Good indicators for macOS malware:

Keylogger artifacts: CGEventTapCreate, kCGEventKeyDown
SSH tunnel strings: ssh -D, tunnel, socks
Persistence paths: ~/Library/LaunchAgents, /Library/LaunchDaemons
Credential theft: security find-generic-password, keychain

Example pattern from Airbnb BinaryAlert:

rule SUSP_Mac_ProtonRAT
{
    strings:
        // Library indicators
        $lib1 = "SRWebSocket" ascii
        $lib2 = "SocketRocket" ascii

        // Behavioral indicators
        $behav1 = "SSH tunnel not launched" ascii
        $behav2 = "Keylogger" ascii

    condition:
        (uint32(0) == 0xFEEDFACF or uint32(0) == 0xCAFEBABE) and
        any of ($lib*) and any of ($behav*)
}

JavaScript Detection Decision Tree

Writing a JavaScript rule?
├─ npm package?
│  ├─ Check package.json patterns
│  ├─ Look for postinstall/preinstall hooks
│  └─ Target exfil patterns: fetch + env access + credential paths
├─ Browser extension?
│  ├─ Chrome: Use crx module
│  └─ Others: Target manifest patterns, background script behaviors
├─ Standalone JS file?
│  ├─ Look for obfuscation markers: eval+atob, fromCharCode chains
│  ├─ Target unique function/variable names (often survive minification)
│  └─ Check for packed/encoded payloads
└─ Minified/webpack bundle?
   ├─ Target unique strings that survive bundling (URLs, magic values)
   └─ Avoid function names (will be mangled)
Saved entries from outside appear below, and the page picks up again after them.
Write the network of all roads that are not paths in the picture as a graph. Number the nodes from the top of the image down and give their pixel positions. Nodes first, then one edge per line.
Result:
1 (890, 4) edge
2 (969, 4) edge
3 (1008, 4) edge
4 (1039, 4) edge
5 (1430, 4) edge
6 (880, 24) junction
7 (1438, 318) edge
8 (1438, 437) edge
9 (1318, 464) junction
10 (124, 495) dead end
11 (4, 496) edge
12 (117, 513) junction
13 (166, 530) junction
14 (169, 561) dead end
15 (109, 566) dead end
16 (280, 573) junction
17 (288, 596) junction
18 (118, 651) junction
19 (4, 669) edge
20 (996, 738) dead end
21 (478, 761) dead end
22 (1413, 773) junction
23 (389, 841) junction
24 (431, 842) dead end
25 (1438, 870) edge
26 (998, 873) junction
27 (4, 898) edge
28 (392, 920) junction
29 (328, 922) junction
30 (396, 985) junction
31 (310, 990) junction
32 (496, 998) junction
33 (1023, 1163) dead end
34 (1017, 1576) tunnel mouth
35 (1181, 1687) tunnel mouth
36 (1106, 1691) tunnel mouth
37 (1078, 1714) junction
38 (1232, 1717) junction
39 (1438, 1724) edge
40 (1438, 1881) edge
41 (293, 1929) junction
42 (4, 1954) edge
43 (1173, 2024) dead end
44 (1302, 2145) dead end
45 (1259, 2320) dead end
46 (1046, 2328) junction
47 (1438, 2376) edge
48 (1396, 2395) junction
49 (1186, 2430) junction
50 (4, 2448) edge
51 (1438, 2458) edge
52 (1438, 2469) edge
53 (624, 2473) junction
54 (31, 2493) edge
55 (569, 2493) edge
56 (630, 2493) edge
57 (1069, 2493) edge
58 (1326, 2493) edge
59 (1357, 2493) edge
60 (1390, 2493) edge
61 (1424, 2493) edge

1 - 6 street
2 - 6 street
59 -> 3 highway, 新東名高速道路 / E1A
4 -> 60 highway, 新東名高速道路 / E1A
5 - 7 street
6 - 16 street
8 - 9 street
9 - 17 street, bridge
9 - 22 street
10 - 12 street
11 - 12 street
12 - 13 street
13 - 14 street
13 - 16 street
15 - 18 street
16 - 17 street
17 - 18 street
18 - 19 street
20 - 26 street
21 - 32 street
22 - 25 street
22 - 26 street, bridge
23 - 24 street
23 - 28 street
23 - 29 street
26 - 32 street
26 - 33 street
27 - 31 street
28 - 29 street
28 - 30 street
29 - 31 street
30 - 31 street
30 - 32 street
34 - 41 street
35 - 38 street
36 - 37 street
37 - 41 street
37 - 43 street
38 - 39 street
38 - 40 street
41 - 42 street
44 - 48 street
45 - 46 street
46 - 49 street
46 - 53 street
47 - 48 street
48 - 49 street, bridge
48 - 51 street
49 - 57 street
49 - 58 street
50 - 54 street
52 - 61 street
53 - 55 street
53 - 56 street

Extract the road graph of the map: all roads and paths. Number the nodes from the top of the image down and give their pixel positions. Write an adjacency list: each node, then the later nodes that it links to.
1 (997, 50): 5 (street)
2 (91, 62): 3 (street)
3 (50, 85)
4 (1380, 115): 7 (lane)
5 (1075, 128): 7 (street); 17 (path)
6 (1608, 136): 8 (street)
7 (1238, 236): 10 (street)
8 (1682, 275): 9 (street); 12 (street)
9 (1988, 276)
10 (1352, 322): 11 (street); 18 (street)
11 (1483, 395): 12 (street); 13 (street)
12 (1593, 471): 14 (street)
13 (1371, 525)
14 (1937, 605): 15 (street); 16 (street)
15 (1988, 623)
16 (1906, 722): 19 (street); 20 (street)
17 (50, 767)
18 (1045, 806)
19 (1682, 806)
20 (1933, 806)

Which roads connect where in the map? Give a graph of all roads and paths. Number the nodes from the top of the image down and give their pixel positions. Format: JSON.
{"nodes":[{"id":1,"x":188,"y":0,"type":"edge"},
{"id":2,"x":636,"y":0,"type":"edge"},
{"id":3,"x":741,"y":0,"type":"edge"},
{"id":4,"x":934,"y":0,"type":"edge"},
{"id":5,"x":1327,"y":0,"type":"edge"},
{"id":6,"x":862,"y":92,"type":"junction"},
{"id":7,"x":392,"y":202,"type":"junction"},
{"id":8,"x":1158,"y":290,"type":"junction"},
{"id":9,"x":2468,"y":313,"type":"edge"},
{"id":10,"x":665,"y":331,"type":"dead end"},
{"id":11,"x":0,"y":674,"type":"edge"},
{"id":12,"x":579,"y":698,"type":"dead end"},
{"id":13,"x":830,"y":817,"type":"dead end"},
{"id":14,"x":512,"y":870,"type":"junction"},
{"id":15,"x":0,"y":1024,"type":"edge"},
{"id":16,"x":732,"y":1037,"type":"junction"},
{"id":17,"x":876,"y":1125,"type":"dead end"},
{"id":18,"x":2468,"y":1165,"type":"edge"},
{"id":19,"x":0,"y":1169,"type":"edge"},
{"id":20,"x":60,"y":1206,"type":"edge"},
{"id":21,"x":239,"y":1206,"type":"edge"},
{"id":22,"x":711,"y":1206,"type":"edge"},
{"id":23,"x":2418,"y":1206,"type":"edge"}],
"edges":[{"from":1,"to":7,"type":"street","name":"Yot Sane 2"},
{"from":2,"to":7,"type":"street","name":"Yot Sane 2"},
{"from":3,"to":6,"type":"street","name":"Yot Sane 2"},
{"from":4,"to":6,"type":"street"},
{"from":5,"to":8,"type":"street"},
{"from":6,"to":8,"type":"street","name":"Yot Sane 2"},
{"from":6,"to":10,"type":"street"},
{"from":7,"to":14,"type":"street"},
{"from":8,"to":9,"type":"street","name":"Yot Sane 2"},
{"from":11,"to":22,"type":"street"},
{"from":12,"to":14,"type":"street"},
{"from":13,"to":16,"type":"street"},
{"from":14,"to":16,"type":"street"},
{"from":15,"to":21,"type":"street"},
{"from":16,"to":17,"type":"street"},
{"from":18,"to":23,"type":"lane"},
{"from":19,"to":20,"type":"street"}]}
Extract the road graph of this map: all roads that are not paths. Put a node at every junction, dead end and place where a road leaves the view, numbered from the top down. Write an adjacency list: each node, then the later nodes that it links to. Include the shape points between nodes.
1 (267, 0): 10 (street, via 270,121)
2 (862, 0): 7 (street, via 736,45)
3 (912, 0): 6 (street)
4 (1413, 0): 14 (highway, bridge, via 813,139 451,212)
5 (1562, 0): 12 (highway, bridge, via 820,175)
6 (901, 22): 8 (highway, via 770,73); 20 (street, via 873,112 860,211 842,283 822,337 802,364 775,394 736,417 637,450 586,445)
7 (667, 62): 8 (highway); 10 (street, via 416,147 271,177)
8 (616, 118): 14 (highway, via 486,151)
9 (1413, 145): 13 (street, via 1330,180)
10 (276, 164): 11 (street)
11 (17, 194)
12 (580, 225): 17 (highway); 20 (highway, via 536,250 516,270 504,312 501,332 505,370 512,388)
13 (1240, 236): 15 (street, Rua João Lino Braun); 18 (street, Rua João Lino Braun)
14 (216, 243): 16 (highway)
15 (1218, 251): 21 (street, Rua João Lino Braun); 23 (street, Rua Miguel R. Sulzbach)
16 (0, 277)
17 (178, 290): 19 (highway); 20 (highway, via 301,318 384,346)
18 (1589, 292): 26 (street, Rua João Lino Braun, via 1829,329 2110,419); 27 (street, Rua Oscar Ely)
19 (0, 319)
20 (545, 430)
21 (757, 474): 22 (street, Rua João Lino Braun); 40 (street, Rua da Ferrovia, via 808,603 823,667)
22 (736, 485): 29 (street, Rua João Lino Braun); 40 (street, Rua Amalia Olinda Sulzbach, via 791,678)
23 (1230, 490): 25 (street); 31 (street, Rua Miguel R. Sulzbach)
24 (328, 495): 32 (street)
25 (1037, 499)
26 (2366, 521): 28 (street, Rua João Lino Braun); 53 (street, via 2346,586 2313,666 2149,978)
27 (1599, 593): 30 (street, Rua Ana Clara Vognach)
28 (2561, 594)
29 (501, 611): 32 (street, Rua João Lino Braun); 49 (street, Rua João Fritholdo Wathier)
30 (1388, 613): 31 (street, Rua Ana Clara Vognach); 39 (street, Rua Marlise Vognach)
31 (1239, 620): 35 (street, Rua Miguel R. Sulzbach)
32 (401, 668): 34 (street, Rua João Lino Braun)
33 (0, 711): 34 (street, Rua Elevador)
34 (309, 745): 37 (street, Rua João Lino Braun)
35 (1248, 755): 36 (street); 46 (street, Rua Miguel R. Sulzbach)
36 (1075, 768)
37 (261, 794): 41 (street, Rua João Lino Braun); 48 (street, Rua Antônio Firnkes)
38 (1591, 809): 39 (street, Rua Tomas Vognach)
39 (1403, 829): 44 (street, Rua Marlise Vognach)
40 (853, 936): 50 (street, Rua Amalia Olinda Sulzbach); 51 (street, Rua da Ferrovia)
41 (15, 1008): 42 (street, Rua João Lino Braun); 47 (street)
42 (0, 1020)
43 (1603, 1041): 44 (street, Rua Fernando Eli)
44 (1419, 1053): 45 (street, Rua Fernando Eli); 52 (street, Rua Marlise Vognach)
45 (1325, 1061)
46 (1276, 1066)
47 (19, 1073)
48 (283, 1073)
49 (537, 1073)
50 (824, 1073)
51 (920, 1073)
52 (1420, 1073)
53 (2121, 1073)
JavaScript-specific good strings:

Ethereum function selectors: { 70 a0 82 31 } (transfer)
Zero-width characters (steganography): { E2 80 8B E2 80 8C }
Obfuscator signatures: _0x, var _0x
Specific C2 patterns: domain names, webhook URLs

JavaScript-specific bad strings:

require, fetch, axios — too common
Buffer, crypto — legitimate uses everywhere
process.env alone — need specific env var names

Essential Toolkit

Tool	Purpose
yarGen	Extract candidate strings: `yarGen.py -m samples/ --excludegood` → validate with `yr check`
FLOSS	Extract obfuscated/stack strings: `floss sample.exe` (when yarGen fails)
yr CLI	Validate: `yr check`, scan: `yr scan -s`, inspect: `yr dump -m pe`
signature-base	Study quality examples

Master these five. Don't get distracted by tool catalogs.

Rationalizations to Reject

When you catch yourself thinking these, stop and reconsider.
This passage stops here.